Table 17.1 Specialized Radiographic Views of the Shoulder

































VIEWS


INDICATIONS


Scapular anteroposterior (AP) and lateral


Scapular trauma or deformity or suspected neoplasia


Cross-body lateral or transthoracic lateral


Trauma when shoulder range of motion is limited by pain


Shoulder internal and external rotation


Visualization of the entire humeral head. Hill-Sachs lesions or tuberosity fractures


Shoulder apical oblique (Garth) view


Bankart or Hill-Sachs lesions


Bicipital groove (Fisk) view


Pathology of the intertubercular groove


Shoulder outlet (Neer) view


Coracoacromial arch deformity or impingement


Stryker notch view


Glenohumeral articulation, humeral head defects


Clavicular AP and AP cephalad


Acromioclavicular joint trauma or degeneration, clavicular trauma or deformity


Sternoclavicular AP, lateral, and serendipity views


Sternoclavicular trauma or deformity








FIGURE 17.11 Three-dimensional computed tomography reconstruction of a 10-year-old female patient with a large posterior humeral osteochondroma. This test is not needed for diagnosis but for surgical planning purposes and is best ordered at the discretion of the surgeon.

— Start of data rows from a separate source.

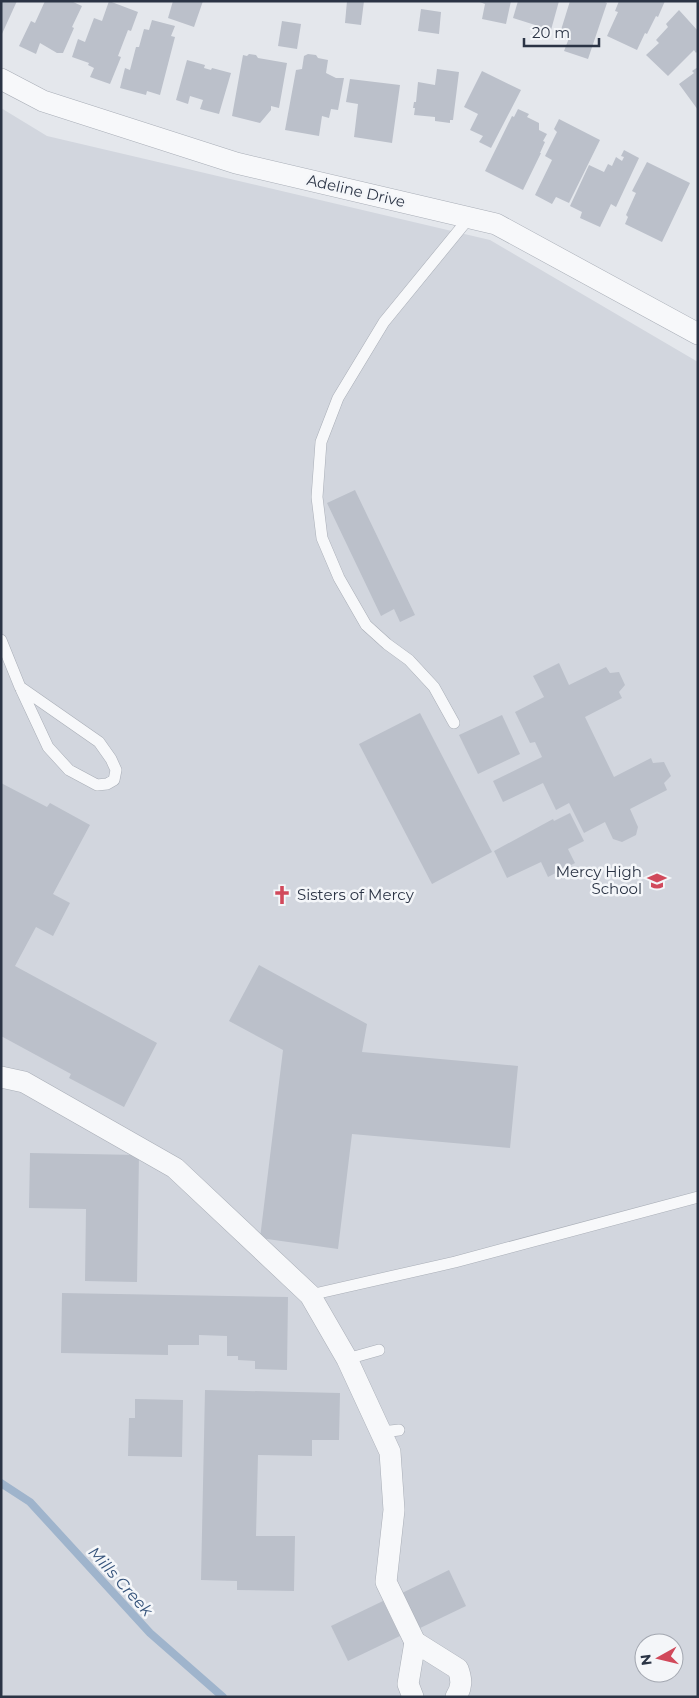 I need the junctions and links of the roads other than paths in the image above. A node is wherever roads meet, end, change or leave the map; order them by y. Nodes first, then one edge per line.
1 (1, 79) edge
2 (469, 218) junction
3 (698, 334) edge
4 (1, 640) edge
5 (20, 686) junction
6 (454, 723) dead end
7 (1, 1077) edge
8 (698, 1197) edge
9 (310, 1295) junction
10 (379, 1350) dead end
11 (347, 1359) junction
12 (416, 1642) junction
13 (413, 1697) edge
14 (456, 1697) edge

1 - 2 street, Adeline Drive
2 - 3 street, Adeline Drive
2 - 6 lane
4 - 5 lane
5 - 5 lane
7 - 9 street
8 - 9 lane
9 - 11 street
10 - 11 lane
11 - 12 street
12 - 13 street
12 - 14 street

Computed Tomography Scan Imaging

Computed tomography (CT) of the shoulder region can be used to further define bony anatomy, particularly when additional information in the axial plane is needed, such as in trauma, congenital deformity, or neoplasia. However, the CT should not be the first imaging test ordered due to increased exposure of the patient to ionizing radiation (Figure 17.11).

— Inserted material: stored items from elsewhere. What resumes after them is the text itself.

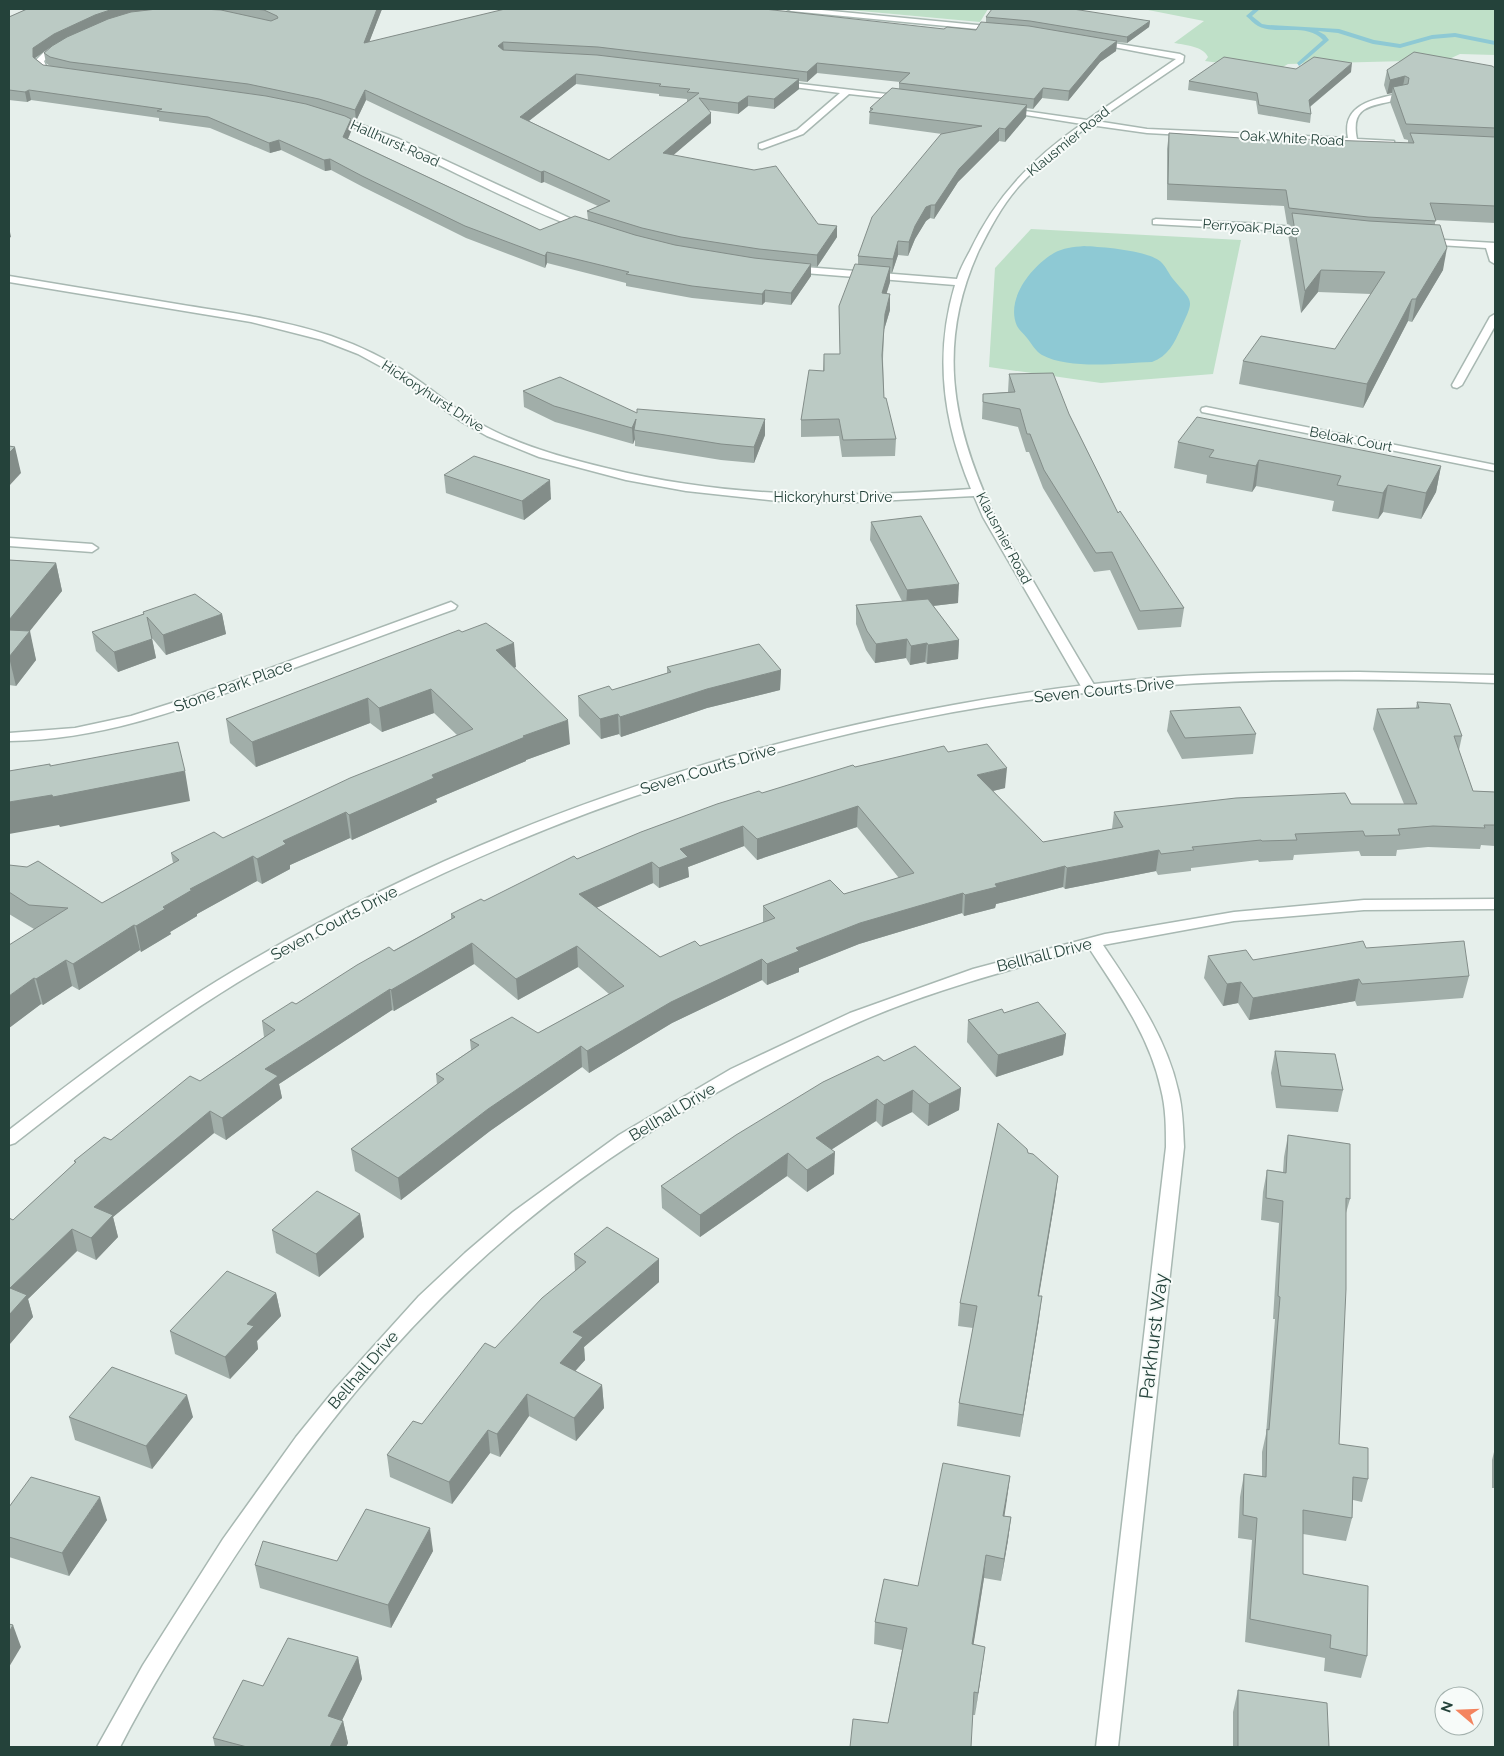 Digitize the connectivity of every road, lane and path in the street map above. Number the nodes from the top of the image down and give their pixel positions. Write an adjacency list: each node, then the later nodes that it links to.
1 (791, 9): 2 (street)
2 (1003, 29)
3 (1092, 41): 12 (street, Klausmier Road)
4 (70, 42): 5 (street)
5 (65, 75)
6 (772, 82): 7 (street)
7 (847, 91): 9 (street); 15 (street)
8 (1402, 95): 13 (street)
9 (914, 99)
10 (995, 108): 12 (street, Oak White Road)
11 (323, 115): 17 (street, Hallhurst Road)
12 (1090, 122): 13 (street, Oak White Road); 24 (street, Klausmier Road)
13 (1353, 141): 14 (street, Oak White Road)
14 (1399, 143)
15 (762, 146)
16 (1156, 222): 18 (street, Perryoak Place)
17 (594, 230)
18 (1319, 233)
19 (1421, 242): 20 (street)
20 (1493, 246): 21 (street)
21 (1495, 261)
22 (779, 268): 24 (street)
23 (9, 280): 29 (street, Hickoryhurst Drive)
24 (959, 282): 29 (street, Klausmier Road)
25 (1495, 317): 26 (street)
26 (1457, 385)
27 (1206, 410): 28 (street, Beloak Court)
28 (1495, 468)
29 (978, 492): 34 (street, Klausmier Road)
30 (9, 542): 31 (street)
31 (92, 548)
32 (451, 606): 35 (street, Stone Park Place)
33 (1495, 680): 34 (street, Seven Courts Drive)
34 (1089, 688): 38 (street, Seven Courts Drive)
35 (9, 737)
36 (1495, 904): 37 (street, Bellhall Drive)
37 (1093, 942): 39 (street, Bellhall Drive); 40 (street, Parkhurst Way)
38 (9, 1139)
39 (108, 1747)
40 (1106, 1747)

Magnetic Resonance Imaging

Magnetic resonance imaging (MRI) can be used when information is needed about the soft tissues of the shoulder region such as the rotator cuff, glenohumeral joint capsule, labrum, AC joint, pectoralis, and deltoid. In some cases, MRI of the glenohumeral joint can be enhanced with arthrography (injection of MRI contrast material into the joint before the MRI) to accentuate injuries to the labrum and surrounding structures. MRI should not be ordered in hopes that an abnormal finding might explain vague pain; rather, MRI of the shoulder is most helpful to confirm a diagnosis already suggested by history and physical examination (Figure 17.12).






FIGURE 17.12 Magnetic resonance imaging scan of pediatric shoulder showing a large unicameral bone cyst in the proximal humeral metaphysis.



• Disorders of the Clavicle


Congenital Pseudarthrosis of Clavicle


Introduction

Congenital pseudarthrosis of the clavicle most commonly affects the right clavicle, except in cases of sinus inversus or dextrocardia, when the left clavicle is at risk. A suggested etiology of the pseudarthrosis is pressure of the nearby subclavian artery during embryological development.4 Females are more commonly affected than males. Unlike congenital pseudarthrosis of the tibia, congenital pseudarthrosis of the clavicle is unrelated to neurofibromatosis and, unlike cleidocranial dysplasia, there does not seem to be a direct genetic link.


Clinical Significance and Natural History

The bone does not heal without intervention; yet the condition is only rarely painful and may bother some children after activities involving the upper extremity.5


History and Physical Examination

Examination of a newborn reveals a painless prominence over the midshaft of the clavicle (Figure 17.13). As the child ages, the cosmetic deformity can become more pronounced, with a subcutaneous bony spike and a drooping shoulder girdle.


Diagnostic Tests or Advanced Imaging

Radiographs will demonstrate a dysplastic clavicle with defect in the midportion of the clavicle. A CT scan may be required to gain an accurate assessment of fragment size prior to consideration of surgical repair.